Für viele Engländer ist der Morgen die kulinarische Glanzstunde des Tages, die sie am liebsten mit einem opulenten Mahl zelebrieren. Zu jedem guten Frühstück gehören Orangen- oder Grapefruitsaft, Müsli (cereals), Haferbrei (porridge), wahlweise Spiegel- oder Rührei und zwei Scheiben knusprig gebratener Bacon. In besonders traditionellen Herbergen besteht ein English Breakfast zudem noch aus Würstchen - auf die man wegen ihres dubiosen Fleischgehalts besser verzichten sollte -, Grilltomaten und gegrillten Champignons sowie weißen Bohnen, manchmal auch noch aus Blutwurst, Bratfisch oder Bückling (Kippers). Auf alle Fälle werden zudem Toast, gesalzene Butter und die obligatorische bittere Orangenmarmelade (marmalade) gereicht. Jam heißen übrigens alle anderen Marmeladensorten. Je nach Wunsch bekommt man noch Tee oder Kaffee serviert. Kaffesahne ist unbekannt.
Im Gegensatz zum English Breakfast besteht das sogenannte Continental Breakfast in der Regel nur aus Brötchen, Butter und Marmelade. Da in den meisten B & Bs beide Arten von Frühstück gleich viel kosten (im Übernachtungspreis enthalten), sollte man sich die gebratenen Leckereien nicht entgehen lassen.
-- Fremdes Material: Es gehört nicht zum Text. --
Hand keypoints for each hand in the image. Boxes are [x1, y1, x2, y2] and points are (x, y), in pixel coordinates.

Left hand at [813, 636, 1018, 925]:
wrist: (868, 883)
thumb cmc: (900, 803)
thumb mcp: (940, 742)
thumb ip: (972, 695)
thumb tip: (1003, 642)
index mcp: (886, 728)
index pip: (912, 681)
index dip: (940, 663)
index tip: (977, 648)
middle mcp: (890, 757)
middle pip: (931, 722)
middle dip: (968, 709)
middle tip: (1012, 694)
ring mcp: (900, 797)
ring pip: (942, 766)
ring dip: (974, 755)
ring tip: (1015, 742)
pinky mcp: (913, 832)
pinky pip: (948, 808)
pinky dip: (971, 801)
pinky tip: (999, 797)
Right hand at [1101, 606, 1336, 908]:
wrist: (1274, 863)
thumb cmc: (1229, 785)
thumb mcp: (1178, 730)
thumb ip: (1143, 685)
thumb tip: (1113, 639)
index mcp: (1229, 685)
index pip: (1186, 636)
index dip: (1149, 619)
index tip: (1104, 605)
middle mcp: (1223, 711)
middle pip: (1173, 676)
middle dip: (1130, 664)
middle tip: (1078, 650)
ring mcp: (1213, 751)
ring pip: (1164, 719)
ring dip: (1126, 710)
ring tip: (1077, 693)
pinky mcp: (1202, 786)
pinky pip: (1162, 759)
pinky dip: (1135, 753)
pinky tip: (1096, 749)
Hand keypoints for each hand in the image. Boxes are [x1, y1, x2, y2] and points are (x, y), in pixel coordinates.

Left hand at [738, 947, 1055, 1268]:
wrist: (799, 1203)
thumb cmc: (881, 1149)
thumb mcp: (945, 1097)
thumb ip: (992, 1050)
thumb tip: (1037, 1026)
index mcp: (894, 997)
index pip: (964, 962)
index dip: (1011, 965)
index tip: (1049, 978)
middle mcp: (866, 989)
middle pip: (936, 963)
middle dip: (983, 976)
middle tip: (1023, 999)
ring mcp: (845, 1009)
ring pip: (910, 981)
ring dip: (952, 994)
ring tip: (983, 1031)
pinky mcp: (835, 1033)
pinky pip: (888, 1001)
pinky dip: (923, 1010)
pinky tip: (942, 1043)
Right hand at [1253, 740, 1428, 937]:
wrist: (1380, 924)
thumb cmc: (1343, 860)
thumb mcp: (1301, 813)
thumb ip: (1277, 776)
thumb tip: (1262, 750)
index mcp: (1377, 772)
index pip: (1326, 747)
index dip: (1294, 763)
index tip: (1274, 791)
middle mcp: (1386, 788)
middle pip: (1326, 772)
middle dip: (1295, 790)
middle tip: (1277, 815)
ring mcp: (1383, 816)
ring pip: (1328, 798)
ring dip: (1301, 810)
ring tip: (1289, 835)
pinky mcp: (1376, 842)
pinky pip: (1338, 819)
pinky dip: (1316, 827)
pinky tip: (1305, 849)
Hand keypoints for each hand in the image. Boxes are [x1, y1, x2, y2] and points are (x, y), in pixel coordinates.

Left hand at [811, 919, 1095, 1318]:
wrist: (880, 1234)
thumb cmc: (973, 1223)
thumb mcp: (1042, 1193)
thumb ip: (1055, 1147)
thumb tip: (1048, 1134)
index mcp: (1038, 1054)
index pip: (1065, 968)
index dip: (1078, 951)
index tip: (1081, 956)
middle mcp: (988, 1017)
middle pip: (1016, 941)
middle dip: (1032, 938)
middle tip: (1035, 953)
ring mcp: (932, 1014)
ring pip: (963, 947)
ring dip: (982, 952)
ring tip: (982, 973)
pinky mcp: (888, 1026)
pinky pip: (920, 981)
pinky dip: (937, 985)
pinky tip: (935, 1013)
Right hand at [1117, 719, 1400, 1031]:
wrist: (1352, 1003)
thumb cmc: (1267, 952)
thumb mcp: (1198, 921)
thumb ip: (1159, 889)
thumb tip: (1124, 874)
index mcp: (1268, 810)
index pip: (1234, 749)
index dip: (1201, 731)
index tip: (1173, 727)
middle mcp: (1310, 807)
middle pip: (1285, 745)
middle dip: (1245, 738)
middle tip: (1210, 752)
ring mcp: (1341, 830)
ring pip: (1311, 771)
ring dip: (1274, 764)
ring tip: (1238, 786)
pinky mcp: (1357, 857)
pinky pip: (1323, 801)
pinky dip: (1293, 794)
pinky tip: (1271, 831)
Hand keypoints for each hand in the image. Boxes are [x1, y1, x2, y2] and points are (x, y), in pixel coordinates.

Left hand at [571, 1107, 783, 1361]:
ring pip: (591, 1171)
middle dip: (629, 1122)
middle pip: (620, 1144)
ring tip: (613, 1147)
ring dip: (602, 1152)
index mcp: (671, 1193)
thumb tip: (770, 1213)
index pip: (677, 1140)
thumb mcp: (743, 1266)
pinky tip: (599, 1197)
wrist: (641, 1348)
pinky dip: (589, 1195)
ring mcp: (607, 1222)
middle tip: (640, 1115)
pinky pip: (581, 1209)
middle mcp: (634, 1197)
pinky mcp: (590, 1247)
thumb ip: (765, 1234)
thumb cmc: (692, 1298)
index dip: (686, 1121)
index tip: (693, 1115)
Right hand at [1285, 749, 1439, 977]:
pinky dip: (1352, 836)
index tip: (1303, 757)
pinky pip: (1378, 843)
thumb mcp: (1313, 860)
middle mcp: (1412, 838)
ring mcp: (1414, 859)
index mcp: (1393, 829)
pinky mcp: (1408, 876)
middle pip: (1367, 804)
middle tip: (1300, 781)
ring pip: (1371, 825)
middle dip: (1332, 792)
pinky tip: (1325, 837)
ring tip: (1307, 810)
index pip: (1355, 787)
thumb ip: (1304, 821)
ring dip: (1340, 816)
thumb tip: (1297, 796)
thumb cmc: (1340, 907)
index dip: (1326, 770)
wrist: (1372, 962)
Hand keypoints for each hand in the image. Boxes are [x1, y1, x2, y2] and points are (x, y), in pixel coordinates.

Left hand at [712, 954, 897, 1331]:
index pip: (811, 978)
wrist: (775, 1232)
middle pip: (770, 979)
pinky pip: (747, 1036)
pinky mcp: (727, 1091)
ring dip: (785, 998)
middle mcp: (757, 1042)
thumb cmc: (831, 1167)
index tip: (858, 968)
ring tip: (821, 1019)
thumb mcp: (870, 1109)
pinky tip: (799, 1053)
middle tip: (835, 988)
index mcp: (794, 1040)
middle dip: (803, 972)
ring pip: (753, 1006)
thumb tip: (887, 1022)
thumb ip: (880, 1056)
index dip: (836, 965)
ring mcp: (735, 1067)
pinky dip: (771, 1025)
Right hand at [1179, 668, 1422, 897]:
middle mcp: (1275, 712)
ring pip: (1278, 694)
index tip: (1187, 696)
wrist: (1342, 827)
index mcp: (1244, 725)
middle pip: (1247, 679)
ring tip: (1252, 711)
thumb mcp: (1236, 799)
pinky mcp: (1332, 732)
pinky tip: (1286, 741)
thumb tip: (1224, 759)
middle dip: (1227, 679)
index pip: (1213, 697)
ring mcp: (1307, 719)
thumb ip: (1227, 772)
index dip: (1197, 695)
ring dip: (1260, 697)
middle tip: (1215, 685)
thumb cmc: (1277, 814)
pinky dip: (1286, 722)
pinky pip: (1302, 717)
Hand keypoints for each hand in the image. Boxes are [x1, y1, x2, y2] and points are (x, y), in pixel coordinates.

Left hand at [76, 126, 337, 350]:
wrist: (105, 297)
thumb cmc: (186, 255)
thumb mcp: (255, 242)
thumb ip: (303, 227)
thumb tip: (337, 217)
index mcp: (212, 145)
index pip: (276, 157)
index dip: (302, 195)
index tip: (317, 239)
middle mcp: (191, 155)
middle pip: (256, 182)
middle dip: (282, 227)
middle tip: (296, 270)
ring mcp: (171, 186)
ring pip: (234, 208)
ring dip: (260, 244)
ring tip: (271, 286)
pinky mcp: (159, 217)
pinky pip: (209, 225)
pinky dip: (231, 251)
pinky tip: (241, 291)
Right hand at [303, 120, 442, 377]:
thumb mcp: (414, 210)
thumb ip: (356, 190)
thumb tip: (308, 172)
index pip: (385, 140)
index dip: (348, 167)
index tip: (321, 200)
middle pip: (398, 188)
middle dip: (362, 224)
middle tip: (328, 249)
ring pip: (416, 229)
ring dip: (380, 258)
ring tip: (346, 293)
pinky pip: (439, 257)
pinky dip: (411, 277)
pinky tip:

Nach einem derart üppigen Frühstück dauert es mehrere Stunden, bis sich wieder ein Hungergefühl einstellt. Für ein preiswertes Mittagessen (lunch) bieten sich die zahlreichen Fish’n’Chips-Restaurants oder Imbissbuden an, die in nahezu jedem Ort zu finden sind. Besonders gut schmecken die in einem Teigmantel gebackenen Fischfilets natürlich an der Küste - leider ist es um die Qualität der fetttriefenden Chips, gemeint sind Pommes, fast immer schlecht bestellt. Die Engländer salzen ihre Chips übrigens nicht, sondern würzen sie mit Essig (vinegar). Wer seine in eine offene Papiertüte verpackten Fish’n’Chips in der richtigen Atmosphäre essen will, setzt sich an den Hafenkai, um gedankenverloren die Möwen zu beobachten und auf das Meer zu blicken.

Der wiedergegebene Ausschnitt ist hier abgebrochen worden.